Stored items:
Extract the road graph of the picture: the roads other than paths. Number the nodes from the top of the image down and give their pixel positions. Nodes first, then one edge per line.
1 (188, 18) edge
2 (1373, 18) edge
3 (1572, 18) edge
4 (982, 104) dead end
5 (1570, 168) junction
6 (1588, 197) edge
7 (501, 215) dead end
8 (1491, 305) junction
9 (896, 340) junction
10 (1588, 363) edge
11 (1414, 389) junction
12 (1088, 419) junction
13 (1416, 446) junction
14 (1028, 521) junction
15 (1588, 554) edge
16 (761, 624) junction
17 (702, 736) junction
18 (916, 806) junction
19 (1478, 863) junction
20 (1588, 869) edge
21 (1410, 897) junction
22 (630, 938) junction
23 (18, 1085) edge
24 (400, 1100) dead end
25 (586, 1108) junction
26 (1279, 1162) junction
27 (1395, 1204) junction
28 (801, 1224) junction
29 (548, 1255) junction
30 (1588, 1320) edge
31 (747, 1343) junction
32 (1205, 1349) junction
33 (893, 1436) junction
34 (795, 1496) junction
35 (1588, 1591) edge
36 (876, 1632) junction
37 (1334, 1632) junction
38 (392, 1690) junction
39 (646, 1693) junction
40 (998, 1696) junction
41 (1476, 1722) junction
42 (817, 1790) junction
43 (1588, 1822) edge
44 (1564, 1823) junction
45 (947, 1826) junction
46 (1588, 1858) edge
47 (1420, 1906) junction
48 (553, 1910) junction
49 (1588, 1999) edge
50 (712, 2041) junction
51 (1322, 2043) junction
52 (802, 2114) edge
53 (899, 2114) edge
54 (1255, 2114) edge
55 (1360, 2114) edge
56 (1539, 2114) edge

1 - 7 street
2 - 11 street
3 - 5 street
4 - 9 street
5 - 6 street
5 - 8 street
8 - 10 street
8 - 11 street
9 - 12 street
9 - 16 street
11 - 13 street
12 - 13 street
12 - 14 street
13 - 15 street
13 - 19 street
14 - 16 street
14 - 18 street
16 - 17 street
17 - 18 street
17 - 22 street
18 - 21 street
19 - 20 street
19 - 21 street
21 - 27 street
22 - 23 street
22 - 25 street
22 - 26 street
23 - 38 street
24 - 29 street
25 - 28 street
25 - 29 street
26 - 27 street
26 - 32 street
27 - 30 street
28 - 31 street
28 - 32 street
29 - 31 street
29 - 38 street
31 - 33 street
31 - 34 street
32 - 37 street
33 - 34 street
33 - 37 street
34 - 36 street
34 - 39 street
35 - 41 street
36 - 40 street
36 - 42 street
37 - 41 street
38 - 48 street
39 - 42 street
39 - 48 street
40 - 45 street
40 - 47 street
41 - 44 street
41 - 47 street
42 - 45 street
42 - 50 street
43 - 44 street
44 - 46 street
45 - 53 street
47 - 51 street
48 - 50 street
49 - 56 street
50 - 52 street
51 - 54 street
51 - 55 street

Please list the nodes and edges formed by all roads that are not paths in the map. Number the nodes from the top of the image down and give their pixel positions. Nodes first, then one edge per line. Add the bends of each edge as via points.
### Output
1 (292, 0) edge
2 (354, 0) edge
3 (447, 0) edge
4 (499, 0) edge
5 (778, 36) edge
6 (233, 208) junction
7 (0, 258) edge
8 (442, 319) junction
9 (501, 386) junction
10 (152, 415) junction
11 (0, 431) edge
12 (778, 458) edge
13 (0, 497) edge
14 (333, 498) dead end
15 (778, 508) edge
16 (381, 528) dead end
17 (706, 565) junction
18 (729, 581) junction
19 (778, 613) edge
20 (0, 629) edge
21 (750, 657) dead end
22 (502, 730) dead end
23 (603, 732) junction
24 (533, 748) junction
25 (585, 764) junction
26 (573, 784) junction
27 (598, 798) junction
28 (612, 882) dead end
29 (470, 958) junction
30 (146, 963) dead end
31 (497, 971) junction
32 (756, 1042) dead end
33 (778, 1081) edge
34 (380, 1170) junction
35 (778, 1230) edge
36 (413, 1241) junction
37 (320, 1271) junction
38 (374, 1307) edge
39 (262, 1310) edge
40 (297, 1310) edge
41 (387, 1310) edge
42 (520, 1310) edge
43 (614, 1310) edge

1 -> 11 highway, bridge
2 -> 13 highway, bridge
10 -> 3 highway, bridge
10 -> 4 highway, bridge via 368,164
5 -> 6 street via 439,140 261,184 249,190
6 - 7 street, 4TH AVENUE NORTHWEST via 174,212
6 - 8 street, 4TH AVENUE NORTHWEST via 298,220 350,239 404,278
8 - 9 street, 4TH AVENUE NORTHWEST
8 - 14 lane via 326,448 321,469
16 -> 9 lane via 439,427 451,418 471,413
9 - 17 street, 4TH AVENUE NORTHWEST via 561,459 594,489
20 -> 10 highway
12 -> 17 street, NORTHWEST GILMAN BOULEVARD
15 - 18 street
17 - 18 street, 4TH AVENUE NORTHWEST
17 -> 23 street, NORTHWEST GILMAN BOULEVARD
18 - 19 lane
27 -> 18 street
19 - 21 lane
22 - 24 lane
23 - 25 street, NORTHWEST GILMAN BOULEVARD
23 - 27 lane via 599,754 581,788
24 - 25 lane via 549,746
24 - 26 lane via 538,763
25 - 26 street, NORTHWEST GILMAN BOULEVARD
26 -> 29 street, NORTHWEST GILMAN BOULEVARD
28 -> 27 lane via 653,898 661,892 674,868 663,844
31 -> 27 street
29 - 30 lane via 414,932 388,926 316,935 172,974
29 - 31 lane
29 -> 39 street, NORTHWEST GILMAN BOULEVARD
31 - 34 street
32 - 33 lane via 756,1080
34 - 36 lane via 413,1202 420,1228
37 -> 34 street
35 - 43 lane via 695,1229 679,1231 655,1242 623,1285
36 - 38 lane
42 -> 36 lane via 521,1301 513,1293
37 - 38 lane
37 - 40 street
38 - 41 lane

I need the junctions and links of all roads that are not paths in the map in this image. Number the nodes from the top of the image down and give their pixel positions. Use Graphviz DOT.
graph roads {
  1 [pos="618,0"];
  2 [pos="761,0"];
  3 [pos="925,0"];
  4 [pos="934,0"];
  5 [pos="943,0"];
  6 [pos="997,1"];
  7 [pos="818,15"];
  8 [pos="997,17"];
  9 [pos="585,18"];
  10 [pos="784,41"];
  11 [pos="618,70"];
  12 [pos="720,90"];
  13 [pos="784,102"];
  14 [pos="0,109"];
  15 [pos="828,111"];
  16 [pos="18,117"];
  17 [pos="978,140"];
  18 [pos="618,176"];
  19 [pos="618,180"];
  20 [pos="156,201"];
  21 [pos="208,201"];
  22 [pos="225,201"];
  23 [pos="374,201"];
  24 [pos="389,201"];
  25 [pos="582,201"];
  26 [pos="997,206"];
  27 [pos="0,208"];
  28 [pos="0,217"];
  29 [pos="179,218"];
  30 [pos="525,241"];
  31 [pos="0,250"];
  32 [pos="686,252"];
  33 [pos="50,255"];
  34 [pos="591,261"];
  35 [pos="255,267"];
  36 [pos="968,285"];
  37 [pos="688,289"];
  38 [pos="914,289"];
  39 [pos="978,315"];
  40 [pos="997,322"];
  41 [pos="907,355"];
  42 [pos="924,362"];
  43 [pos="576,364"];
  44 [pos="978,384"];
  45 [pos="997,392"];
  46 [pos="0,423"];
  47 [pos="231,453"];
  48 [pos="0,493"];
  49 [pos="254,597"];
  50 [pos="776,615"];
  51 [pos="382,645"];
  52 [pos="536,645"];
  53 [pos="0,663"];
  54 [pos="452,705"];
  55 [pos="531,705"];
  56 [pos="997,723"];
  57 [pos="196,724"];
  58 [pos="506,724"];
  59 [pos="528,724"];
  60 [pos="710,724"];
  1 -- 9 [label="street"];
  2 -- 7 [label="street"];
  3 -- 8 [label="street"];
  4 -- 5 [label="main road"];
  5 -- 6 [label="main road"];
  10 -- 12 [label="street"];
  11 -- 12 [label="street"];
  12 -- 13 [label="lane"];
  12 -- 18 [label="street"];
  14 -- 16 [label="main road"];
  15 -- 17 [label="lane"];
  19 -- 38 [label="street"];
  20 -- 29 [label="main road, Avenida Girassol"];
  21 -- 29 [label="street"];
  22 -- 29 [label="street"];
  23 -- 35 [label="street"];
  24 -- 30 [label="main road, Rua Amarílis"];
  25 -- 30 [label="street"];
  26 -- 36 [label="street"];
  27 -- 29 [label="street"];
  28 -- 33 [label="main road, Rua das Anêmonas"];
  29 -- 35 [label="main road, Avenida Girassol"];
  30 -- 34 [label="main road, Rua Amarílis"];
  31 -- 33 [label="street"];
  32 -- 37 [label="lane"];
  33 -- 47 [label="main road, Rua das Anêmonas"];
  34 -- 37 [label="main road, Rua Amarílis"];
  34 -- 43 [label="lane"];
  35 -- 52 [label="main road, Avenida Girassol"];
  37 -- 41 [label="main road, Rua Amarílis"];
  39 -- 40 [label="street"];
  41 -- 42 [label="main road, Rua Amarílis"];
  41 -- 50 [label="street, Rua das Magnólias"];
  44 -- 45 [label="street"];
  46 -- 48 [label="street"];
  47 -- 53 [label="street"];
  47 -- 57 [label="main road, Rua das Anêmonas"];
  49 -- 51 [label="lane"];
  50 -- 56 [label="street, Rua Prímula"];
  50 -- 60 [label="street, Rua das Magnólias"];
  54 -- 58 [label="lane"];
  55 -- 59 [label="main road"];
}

### WORK TO COMPLETE
All lines in the entries above that include "nodes" should be found and copied.

### ANSWER FOR THE TASK
Extract the road graph of the picture: the roads other than paths. Number the nodes from the top of the image down and give their pixel positions. Nodes first, then one edge per line.
Please list the nodes and edges formed by all roads that are not paths in the map. Number the nodes from the top of the image down and give their pixel positions. Nodes first, then one edge per line. Add the bends of each edge as via points.
I need the junctions and links of all roads that are not paths in the map in this image. Number the nodes from the top of the image down and give their pixel positions. Use Graphviz DOT.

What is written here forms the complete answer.